La Real Fábrica de Tapices de Madrid acogió uno de los desfiles más conceptuales y emotivos de la plataforma Atelier Couture: la presentación de Monasterio, la nueva colección del diseñador Félix Ramiro. Enmarcado en la Semana de la Moda de Madrid y respaldado por Málaga de Moda, el creador toledano ofreció una propuesta masculina que fusiona espiritualidad, memoria y excelencia artesanal.

La colección Monasterio nace de una historia personal: un grupo de jóvenes que, tras trabajar en la Expo 92 para costear sus estudios, se retiró a un monasterio para reflexionar y reconectar consigo mismos. A su regreso, celebraron su experiencia con una fiesta, y Félix Ramiro diseñó un traje exclusivo para cada uno. De ese gesto íntimo surgió una colección que convierte el recogimiento en lenguaje estético.
Sobre la pasarela, desfilaron chaquetas cruzadas, bombers, semilevitas, smokings y trajes de líneas alargadas, todos confeccionados con precisión artesanal. Los pliegues, frunces y drapeados aportaban textura y profundidad, mientras que los tejidos nobles —lanas, sedas, viscosas y algodones— reforzaban el carácter introspectivo de cada pieza.
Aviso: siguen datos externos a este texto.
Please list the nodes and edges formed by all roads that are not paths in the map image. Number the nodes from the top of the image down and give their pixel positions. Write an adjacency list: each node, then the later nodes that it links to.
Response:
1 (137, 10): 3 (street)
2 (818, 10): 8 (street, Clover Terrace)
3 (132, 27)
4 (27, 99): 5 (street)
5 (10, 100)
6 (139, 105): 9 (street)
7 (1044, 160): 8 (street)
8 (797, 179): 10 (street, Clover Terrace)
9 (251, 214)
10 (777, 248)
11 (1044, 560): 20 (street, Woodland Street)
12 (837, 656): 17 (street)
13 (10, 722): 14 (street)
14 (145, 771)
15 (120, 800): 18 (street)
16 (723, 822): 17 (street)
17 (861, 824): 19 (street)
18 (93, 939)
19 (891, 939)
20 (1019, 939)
La paleta cromática, dominada por negros, grises, ocres y beige, evocaba los muros silenciosos de un monasterio y la sobriedad de la contemplación.
El desfile, celebrado en la Sala Goya de la Fábrica de Tapices, se convirtió en una experiencia sensorial donde la moda masculina se elevó a símbolo de transformación interior. La puesta en escena, sobria y envolvente, acompañó la narrativa de una colección que trasciende lo físico para convertirse en reflexión. Monasterio no solo vistió cuerpos, sino que narró una historia de silencio, búsqueda y renacimiento.
Con esta propuesta, Félix Ramiro reafirma su lugar como referente de la moda masculina española, combinando tradición sastrera, diseño contemporáneo y profundidad conceptual. Su desfile fue uno de los más aplaudidos de la jornada, y dejó claro que la costura también puede ser un acto de introspección.